Note that if the Secondary servers don’t all have the same performance then you can skew the ratio for how many reads are sent to each one using the mysqlfabric server set_weight command – specifying a value between 0 and 1 (default is 1 for all servers). Additionally, the mysqlfabric server set_mode command can be used to specify if the Primary should receive some of the reads (READ_WRITE) or only writes (WRITE_ONLY).

The next section describes how this configuration can be extended to add scalability by sharding the table data (and it can be skipped if that isn’t needed).

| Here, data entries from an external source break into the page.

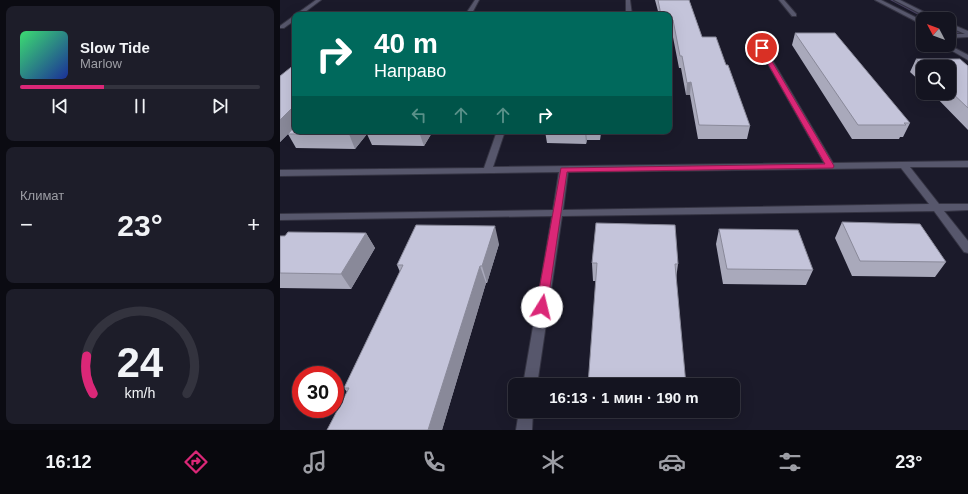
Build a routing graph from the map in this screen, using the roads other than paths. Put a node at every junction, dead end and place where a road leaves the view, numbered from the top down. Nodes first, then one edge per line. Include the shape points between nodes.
1 (319, 0) edge
2 (477, 0) edge
3 (628, 0) edge
4 (781, 0) edge
5 (877, 0) edge
6 (896, 0) edge
7 (302, 12) edge
8 (470, 12) edge
9 (629, 12) edge
10 (920, 12) edge
11 (794, 15) dead end
12 (292, 19) edge
13 (916, 20) edge
14 (282, 26) dead end
15 (956, 28) edge
16 (968, 33) edge
17 (956, 36) edge
18 (762, 48) dead end
19 (956, 51) edge
20 (968, 58) edge
21 (500, 134) edge
22 (968, 164) edge
23 (904, 165) junction
24 (830, 166) junction
25 (564, 170) junction
26 (487, 171) junction
27 (280, 173) edge
28 (936, 207) junction
29 (968, 207) edge
30 (556, 213) junction
31 (280, 217) edge
32 (968, 249) edge
33 (531, 378) edge
34 (525, 418) edge
35 (524, 430) edge

1 - 7 street
2 - 8 street
3 - 9 street
4 - 11 street
5 - 13 street
6 - 10 street
12 - 14 street
15 - 16 street
16 - 17 street via 967,36
18 - 24 street
19 - 20 street
21 - 26 street
22 - 23 street
23 - 24 street
23 - 28 street
24 - 25 street
25 - 26 street
25 - 30 street
26 - 27 street
28 - 29 street
28 - 30 street
28 - 32 street
30 - 31 street
30 - 33 street
34 - 35 street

6.2 Adding Scale-Out with Sharding

The example in this section builds upon the previous one by adding more servers in order to scale out the capacity and read/write performance of the database. The first step is to create a new group (which is named global-group in this example) – the Global Group is a special HA group that performs two critical functions:

  • Any data schema changes are applied to the Global Group and from there they will be replicated to each of the other HA Groups
  • If there are tables that contain data that should be replicated to all HA groups (rather than sharded) then any inserts, updates or deletes will be made on the Global Group and then replicated to the others. Those tables are referred to as global tables.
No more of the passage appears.